Chad(LBR) was the first flemish twist make I met online after returning to single string bows. When I was ready to have performance strings made for some of my bows, Chad was so busy that he had to temporarily stop taking orders. The reputation of Chad`s strings made me comfortable ordering from him, but that was not to be at that time. I ended up meeting Rick Barbee and had him make me a few flemish strings. 

It took somewhere between 900-1000 shots out of my Wes Wallace recurve for the string to move enough to put a twist in it to keep it within 1/16" of my target brace height. 

Sadly, the other bows wearing Ricks strings are collecting dust for the most part because my barebow gets 100 plus shots per day. I would have no fear of putting a twist string on my barebow……as long as Rick or Chad made it.


----------



## rickstix

Gtdyson…

Some comments/beliefs can be a bit telling as to where a person might be coming from…perhaps their experience and/or what their practices may be.

Single loop strings, in the right (practiced) hands might lead some to wonder why people would choose anything else…but to those who’ve had little exposure and/or have other needs to be satisfied, 2 loops is pretty much a requirement…and that’s where you’ll find the majority. But in either case, once you have the bow strung and both of the bow’s nocks “trapped”…there is an “indifference” on the bow’s part as to how you got there…and the properties of the string material stays the same. Given the comments you’ve related from the bowyer…it seems like just saying not to use fast flight strings on his bows would be a better way of addressing his concerns than offering a theory based on string construction methods.

Kind of a tough call though, taking the 3rd party approach to this. I’m sort of thinking the recommendation might be due to having experienced bow failures (…can’t come up with a better reason)…which makes me question the “laminated bow” part in your post…are we talking fiberglass laminations?
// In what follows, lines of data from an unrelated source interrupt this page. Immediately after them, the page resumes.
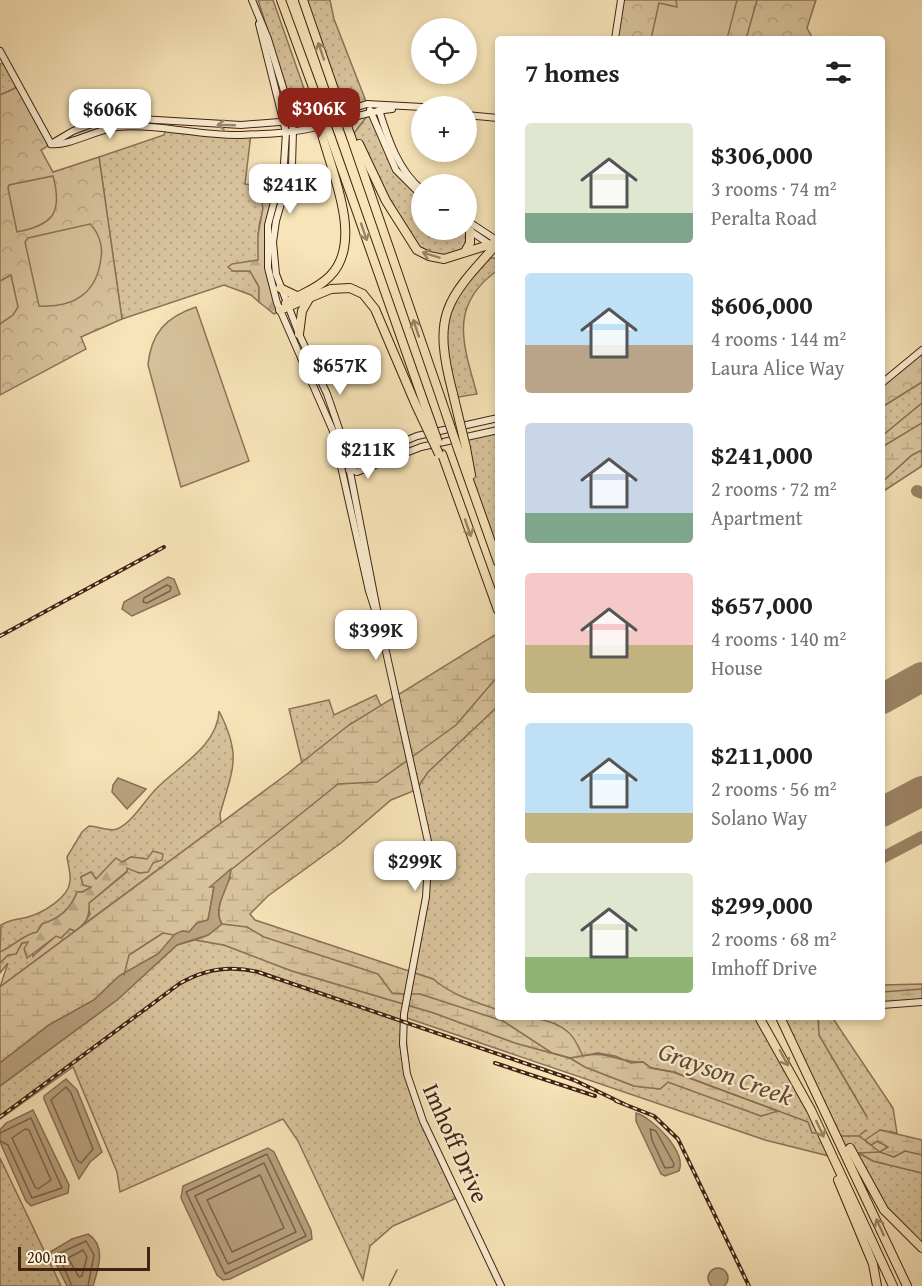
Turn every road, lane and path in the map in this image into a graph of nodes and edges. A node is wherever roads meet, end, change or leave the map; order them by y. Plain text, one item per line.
1 (252, 0) edge
2 (281, 0) edge
3 (303, 0) edge
4 (621, 0) edge
5 (258, 18) junction
6 (615, 36) edge
7 (0, 51) edge
8 (367, 104) junction
9 (411, 108) edge
10 (411, 109) edge
11 (379, 110) junction
12 (370, 112) junction
13 (477, 114) edge
14 (495, 116) edge
15 (292, 120) junction
16 (284, 121) junction
17 (289, 131) junction
18 (353, 137) junction
19 (327, 138) junction
20 (51, 144) junction
21 (411, 179) edge
22 (411, 185) edge
23 (477, 229) edge
24 (477, 234) edge
25 (470, 240) edge
26 (495, 243) edge
27 (495, 243) edge
28 (495, 244) edge
29 (495, 245) edge
30 (465, 252) junction
31 (495, 258) edge
32 (483, 260) junction
33 (280, 288) junction
34 (297, 296) junction
35 (310, 297) junction
36 (285, 307) junction
37 (299, 334) junction
38 (922, 350) edge
39 (885, 381) edge
40 (419, 401) junction
41 (495, 419) edge
42 (495, 431) edge
43 (402, 442) junction
44 (345, 446) junction
45 (462, 448) junction
46 (351, 469) junction
47 (343, 473) junction
48 (495, 553) edge
49 (495, 602) edge
50 (379, 620) junction
51 (922, 1002) edge
52 (885, 1005) edge
53 (761, 1020) edge
54 (782, 1020) edge
55 (831, 1154) junction
56 (854, 1164) junction
57 (922, 1248) edge
58 (501, 1286) edge
59 (877, 1286) edge
60 (893, 1286) edge
61 (907, 1286) edge

1 - 5 street
2 - 19 highway, bridge
18 -> 3 highway, bridge
4 - 6 street
5 - 15 street
5 - 16 street
7 - 20 street
8 - 9 street
8 - 12 street
8 - 15 street
10 - 11 street
11 - 12 street
11 - 21 street
12 - 17 street
12 - 22 street
13 - 14 street
15 - 16 street
15 - 17 street
16 - 17 street
16 -> 20 street
17 - 20 street
17 - 33 street
17 - 36 street
30 -> 18 highway
45 -> 18 highway, bridge
19 - 34 highway
19 -> 40 highway
23 - 26 street
24 - 27 street
25 - 30 highway
28 - 30 highway
29 - 32 highway
31 - 32 highway
32 - 45 highway, bridge
33 - 34 highway
33 - 36 street
34 - 36 highway
35 - 36 highway
35 - 37 highway
35 - 40 highway
36 - 37 street, Imhoff Drive
36 - 47 street, Imhoff Drive
37 - 44 street, Imhoff Drive
38 - 39 street
40 -> 49 highway, bridge
41 - 43 street
42 - 46 street
43 - 44 street
43 - 46 street
44 - 46 street, Imhoff Drive
45 - 48 highway
46 - 47 street
46 - 50 street, Imhoff Drive
47 - 50 street, Imhoff Drive
50 - 58 street, Imhoff Drive
51 - 52 street
53 -> 55 highway
54 - 56 highway
55 - 59 highway
55 - 60 highway
56 - 57 highway
61 -> 56 highway

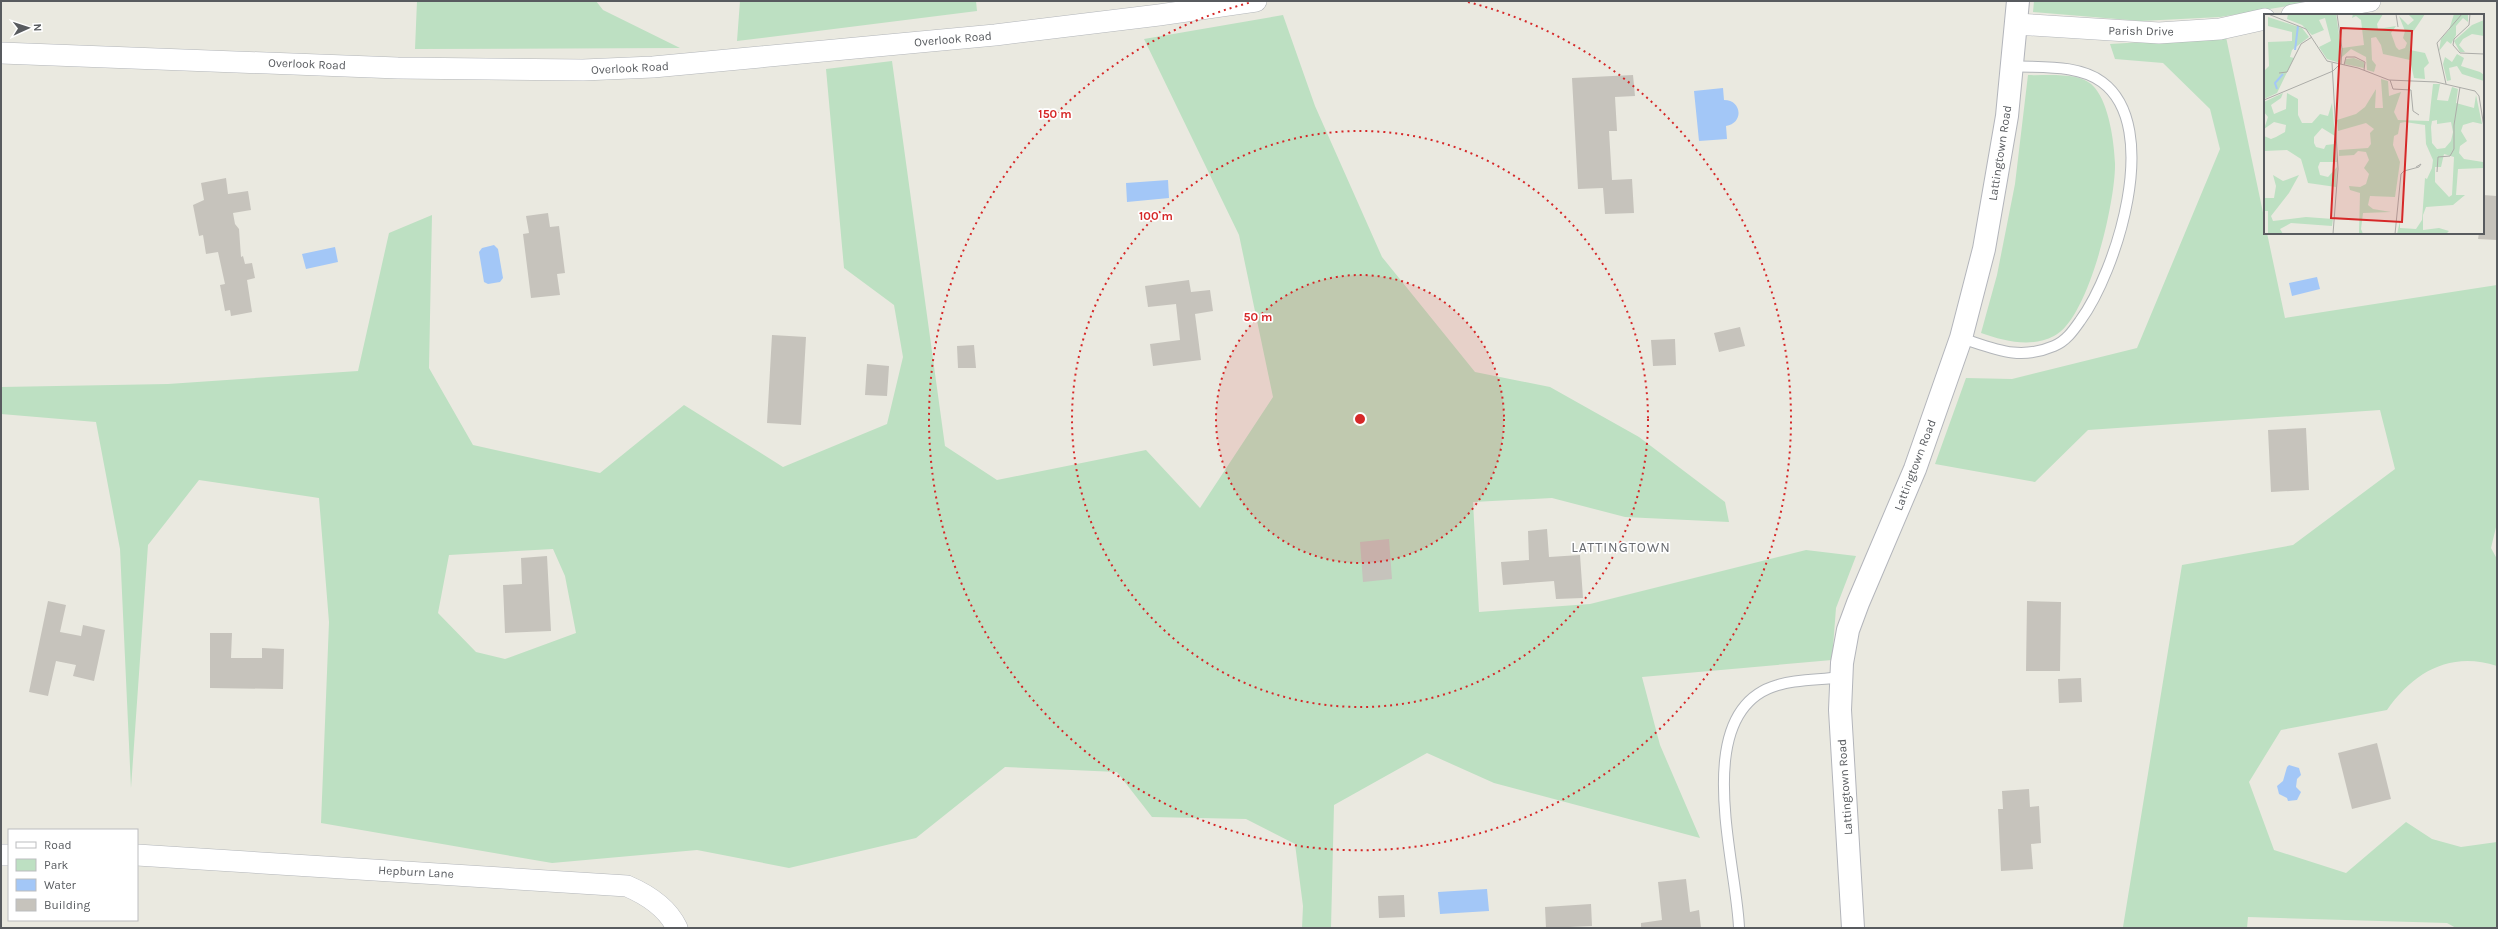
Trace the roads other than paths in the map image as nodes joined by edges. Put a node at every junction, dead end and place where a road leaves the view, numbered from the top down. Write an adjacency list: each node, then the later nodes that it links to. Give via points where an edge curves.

And if so, the bowyer has totally lost making a point with me…except for raising more questions about his/her product…which, again, isn’t going to yield a productive conversation without dealing directly with the bowyer…so I’m not wanting to take the matter any further, here.


As to rest of the original discussion, where one construction/use method “vs.” another comes into play (…and because these “old” posts will continue to resurface) I’ll take another pass…and not to pursue “archery-scientific”…‘cause I’ve yet to find a book on “FUN” in the science section.

The single loop string has history to it…and, generally, survives in “small” circles outside of “aboriginal” settings (…and, if there was an aboriginal olympics, I doubt there’d be a sudden change). Well-made strings, by any construction method, can perform “perfectly” for what they are…or we’d still be throwing rocks.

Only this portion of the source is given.